The keywords in the display campaign will simply be gonculator, gonculators, and gonculators.com, because all keywords in the Google Display Network are broad match.
Sometimes, a client tells me he doesn’t want campaigns on his own brand keywords. When I ask why, the answer is always the same: His web site typically appears at the top of organic search results, so it’s easy for people to find. Clicks on organic search results are free. Why should he pay for clicks on an ad?
Here are six reasons.
- A company’s own brand keywords tend to get very high quality scores in the company’s AdWords account. This means they increase the account’s overall quality score, which means lower costs for the same ad positions across the account. (Quality scores are definitely a subject for another day.)
- Largely because of high quality scores, the company’s ads on its own brand keywords are likely to be in top positions — that is, above the organic search results. Higher on the page is better.

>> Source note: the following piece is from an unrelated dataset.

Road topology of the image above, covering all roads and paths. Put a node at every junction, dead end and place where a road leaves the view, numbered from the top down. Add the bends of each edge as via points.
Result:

- Your ad takes up prime space on the page, which means less prime space for your competitors’ ads.
- Similarly, your bidding on your own brand terms — from a position of strength — makes it more difficult and more expensive for your competitors to use your brand terms for their own benefit.
- You have a great deal more control over where a potential customer goes on your site with PPC than with organic search results. The organic result will generally be a page related to the search term, but Google chooses the page. With properly-managed PPC you can send that click reliably to just the right page — ideally, a page optimized for conversions.

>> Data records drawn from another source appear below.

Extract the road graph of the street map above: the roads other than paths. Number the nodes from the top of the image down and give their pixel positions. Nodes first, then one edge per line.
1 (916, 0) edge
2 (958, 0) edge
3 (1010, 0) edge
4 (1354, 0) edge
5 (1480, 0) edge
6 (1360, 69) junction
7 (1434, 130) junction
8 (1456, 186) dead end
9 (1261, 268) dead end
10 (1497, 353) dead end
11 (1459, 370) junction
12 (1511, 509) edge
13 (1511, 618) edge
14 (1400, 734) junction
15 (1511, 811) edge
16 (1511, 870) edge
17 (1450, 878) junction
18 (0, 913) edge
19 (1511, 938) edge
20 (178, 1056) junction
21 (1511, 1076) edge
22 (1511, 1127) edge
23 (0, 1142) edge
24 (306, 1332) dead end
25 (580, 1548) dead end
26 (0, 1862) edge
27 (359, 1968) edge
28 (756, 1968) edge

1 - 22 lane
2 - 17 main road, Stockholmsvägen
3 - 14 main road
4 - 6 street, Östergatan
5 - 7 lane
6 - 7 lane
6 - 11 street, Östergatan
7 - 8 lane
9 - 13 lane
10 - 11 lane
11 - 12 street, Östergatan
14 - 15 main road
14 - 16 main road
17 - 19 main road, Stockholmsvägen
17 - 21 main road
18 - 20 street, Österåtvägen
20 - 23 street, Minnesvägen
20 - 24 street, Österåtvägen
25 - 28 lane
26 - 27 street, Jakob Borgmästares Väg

- When accounts are set up to measure return on ad spend (ROAS) — see my own discussion of ROI, ROAS, and ELROI — we see that brand keywords tend to convert with an extremely high ROAS. These conversions may be tens or even hundreds of times more profitable than other conversions in the account, because users searching for your company by name are already inclined to buy from your company. You can tell me that they would come just as eagerly, and in equal numbers, if you had only organic search results, without ads. And we could probably even think up a test for that. If we did, I’d bet money on the ads.
Several of these reasons are, in a sense, restatements of this question: How much business do you want to leave for your competitors, when prospective customers are already searching for your brand or company name? I’m guessing, not so much.
Pay-per-click advertising is not one-size-fits-all, but it’s a rare account that doesn’t needed a search campaign on brand keywords. And a display campaign with the same keywords often does very well, too.